* Problem statement:
Filter these entries, keeping only lines that hold the word "Give".

* Available data:
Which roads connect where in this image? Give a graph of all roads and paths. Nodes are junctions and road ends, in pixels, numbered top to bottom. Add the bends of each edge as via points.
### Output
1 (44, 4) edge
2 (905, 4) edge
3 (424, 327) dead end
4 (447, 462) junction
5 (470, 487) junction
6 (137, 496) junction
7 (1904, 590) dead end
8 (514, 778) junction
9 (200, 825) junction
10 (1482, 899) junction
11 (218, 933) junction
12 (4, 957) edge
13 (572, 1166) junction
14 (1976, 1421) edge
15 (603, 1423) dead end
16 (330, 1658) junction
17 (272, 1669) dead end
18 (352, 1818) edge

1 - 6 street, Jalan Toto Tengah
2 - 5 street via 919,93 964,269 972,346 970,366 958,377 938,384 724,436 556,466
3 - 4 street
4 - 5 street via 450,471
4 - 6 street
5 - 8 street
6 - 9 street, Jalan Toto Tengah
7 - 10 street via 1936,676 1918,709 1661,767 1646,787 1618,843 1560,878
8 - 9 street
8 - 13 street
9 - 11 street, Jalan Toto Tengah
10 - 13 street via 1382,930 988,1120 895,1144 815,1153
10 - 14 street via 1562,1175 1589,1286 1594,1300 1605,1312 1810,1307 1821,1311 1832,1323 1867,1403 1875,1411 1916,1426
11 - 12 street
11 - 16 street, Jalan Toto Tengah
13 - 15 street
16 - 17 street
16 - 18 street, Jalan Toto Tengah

* * *

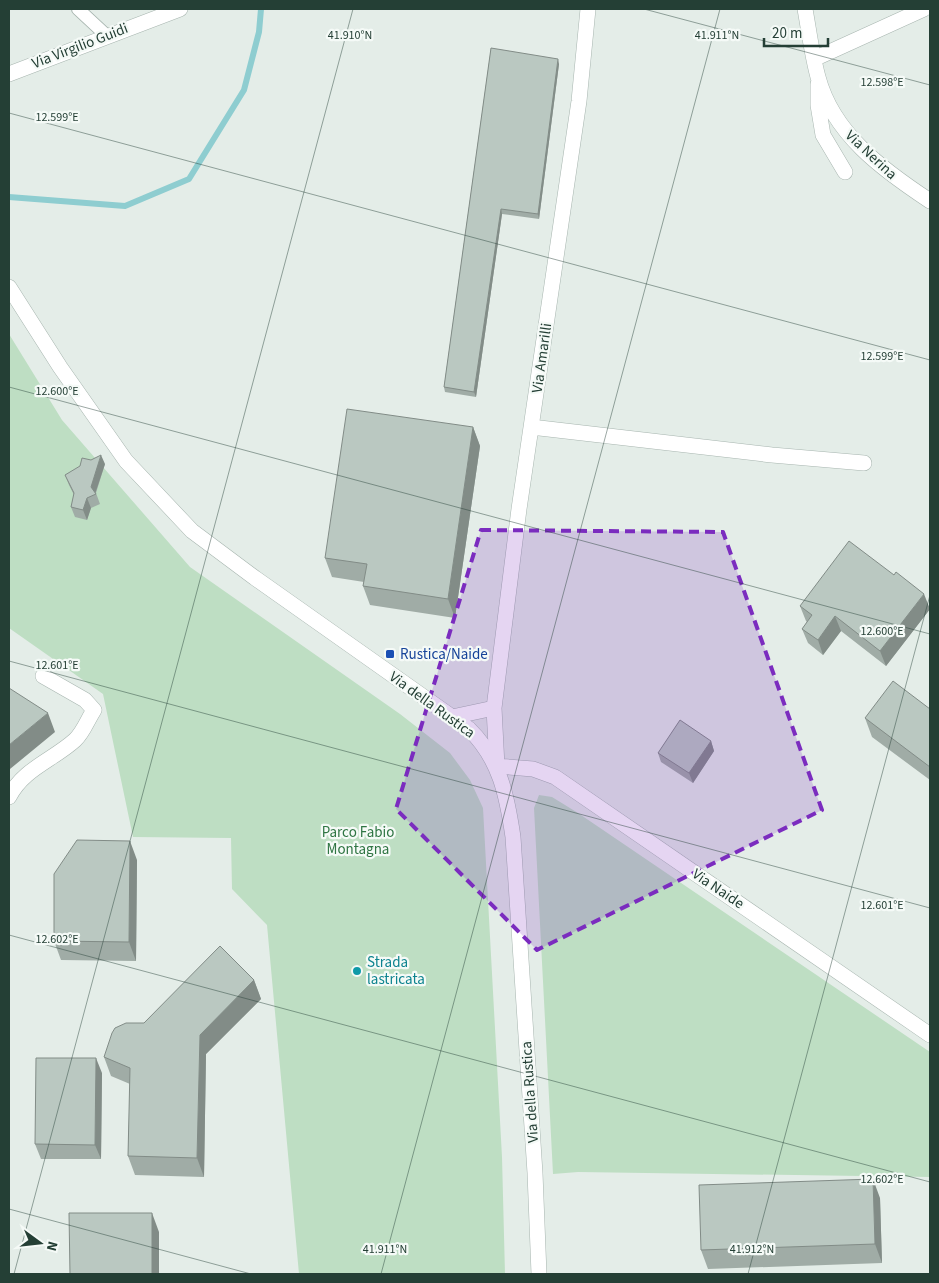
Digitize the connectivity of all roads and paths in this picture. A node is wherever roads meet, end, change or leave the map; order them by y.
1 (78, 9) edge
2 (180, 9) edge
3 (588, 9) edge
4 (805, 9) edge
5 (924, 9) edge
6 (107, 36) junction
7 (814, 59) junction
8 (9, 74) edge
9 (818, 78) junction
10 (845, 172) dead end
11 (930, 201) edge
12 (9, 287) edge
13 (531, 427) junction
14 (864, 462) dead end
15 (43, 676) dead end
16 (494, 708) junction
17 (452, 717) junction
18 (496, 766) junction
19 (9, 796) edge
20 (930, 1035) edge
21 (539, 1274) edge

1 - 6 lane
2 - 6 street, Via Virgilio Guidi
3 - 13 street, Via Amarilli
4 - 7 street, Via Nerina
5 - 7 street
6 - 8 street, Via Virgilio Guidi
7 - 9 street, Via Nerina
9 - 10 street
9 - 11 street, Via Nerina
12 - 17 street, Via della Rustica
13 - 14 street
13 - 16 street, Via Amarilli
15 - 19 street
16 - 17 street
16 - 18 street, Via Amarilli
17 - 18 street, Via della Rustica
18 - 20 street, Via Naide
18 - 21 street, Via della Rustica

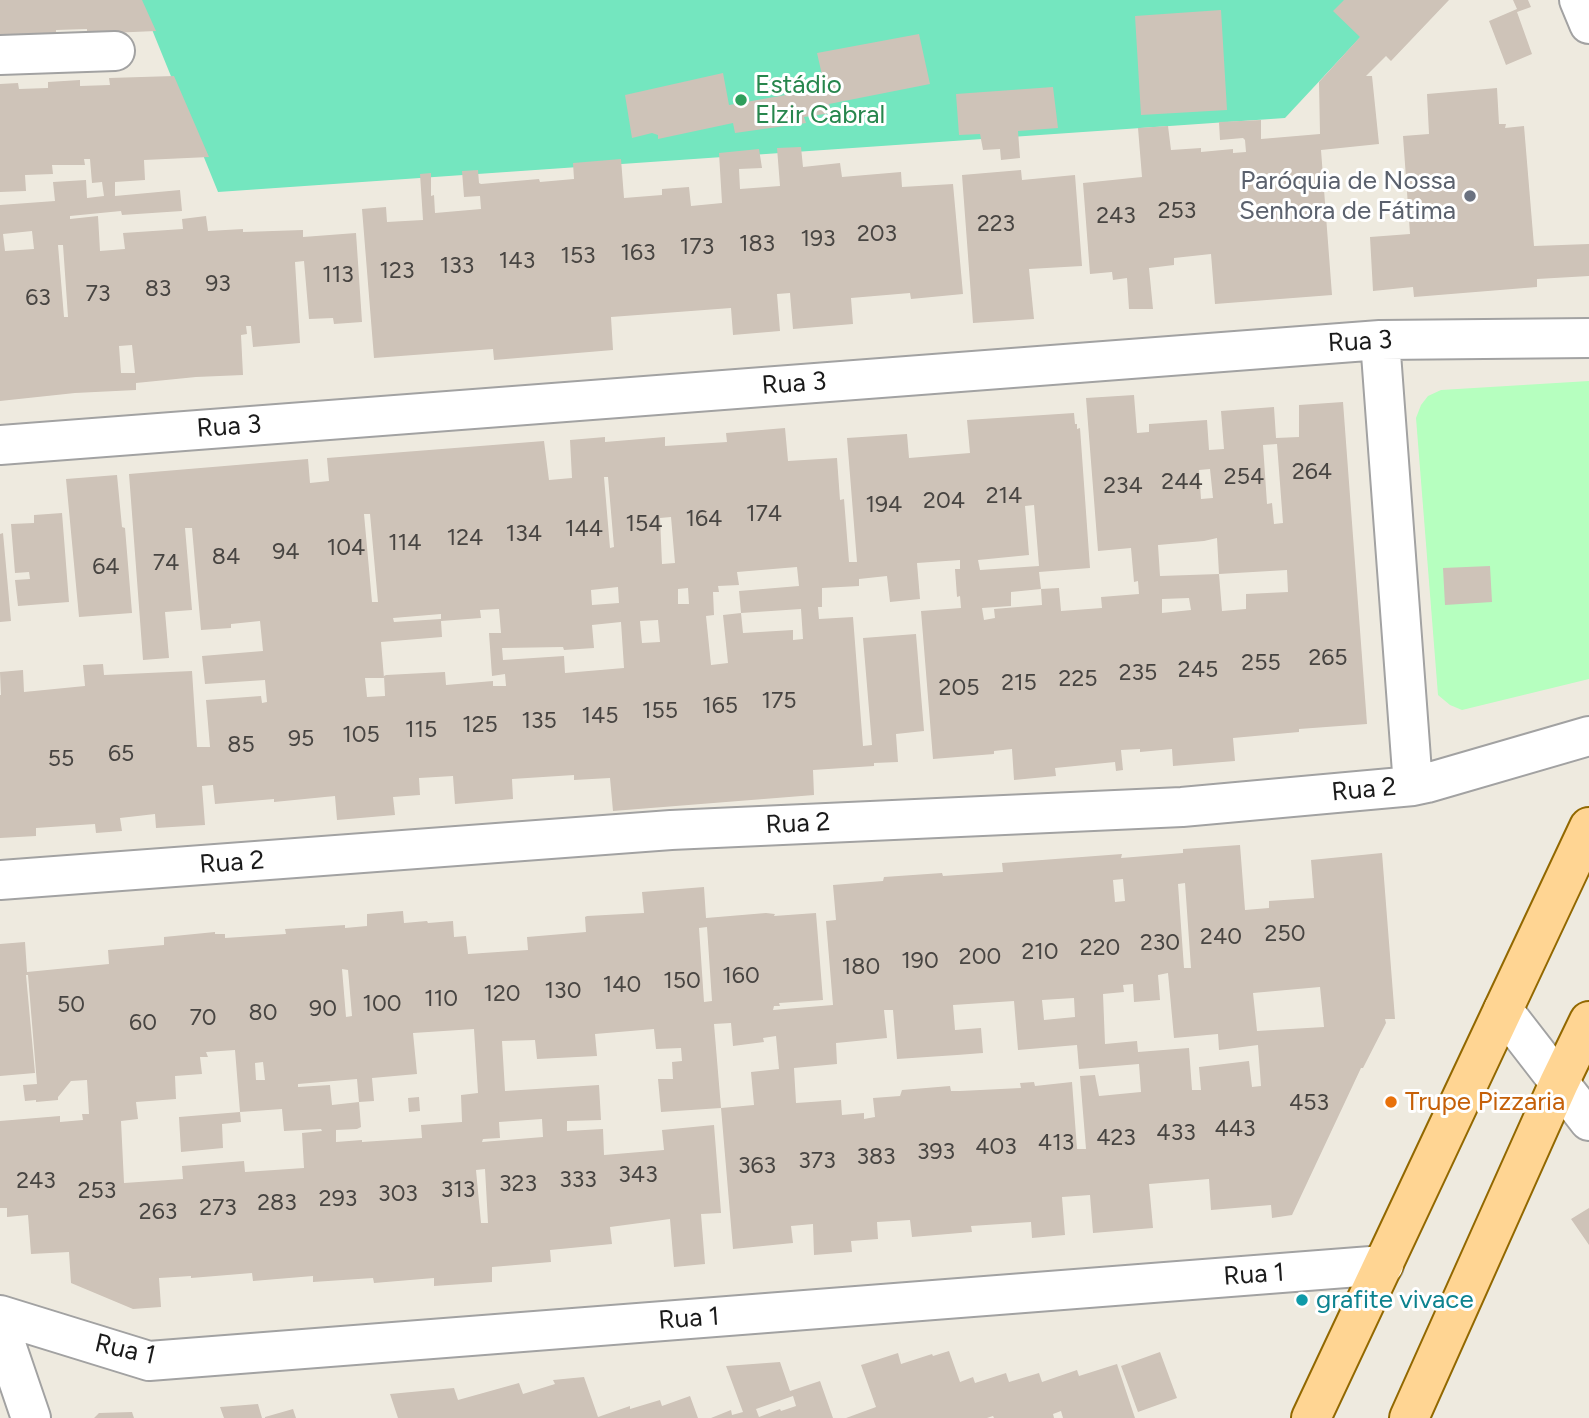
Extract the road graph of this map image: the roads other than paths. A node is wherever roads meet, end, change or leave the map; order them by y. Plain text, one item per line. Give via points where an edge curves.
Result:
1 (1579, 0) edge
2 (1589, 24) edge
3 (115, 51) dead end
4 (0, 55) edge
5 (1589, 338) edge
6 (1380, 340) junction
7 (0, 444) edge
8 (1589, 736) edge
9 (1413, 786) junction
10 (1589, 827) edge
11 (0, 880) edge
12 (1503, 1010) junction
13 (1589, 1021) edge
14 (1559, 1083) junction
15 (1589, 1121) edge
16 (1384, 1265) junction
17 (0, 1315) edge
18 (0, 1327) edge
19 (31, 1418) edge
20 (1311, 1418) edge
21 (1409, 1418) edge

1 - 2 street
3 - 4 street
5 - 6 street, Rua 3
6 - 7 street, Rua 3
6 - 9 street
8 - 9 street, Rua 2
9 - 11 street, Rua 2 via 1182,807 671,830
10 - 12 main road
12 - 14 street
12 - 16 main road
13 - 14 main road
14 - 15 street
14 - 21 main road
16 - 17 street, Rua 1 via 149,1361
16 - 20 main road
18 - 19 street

* Exercise result:
Which roads connect where in this image? Give a graph of all roads and paths. Nodes are junctions and road ends, in pixels, numbered top to bottom. Add the bends of each edge as via points.
Extract the road graph of this map image: the roads other than paths. A node is wherever roads meet, end, change or leave the map; order them by y. Plain text, one item per line. Give via points where an edge curves.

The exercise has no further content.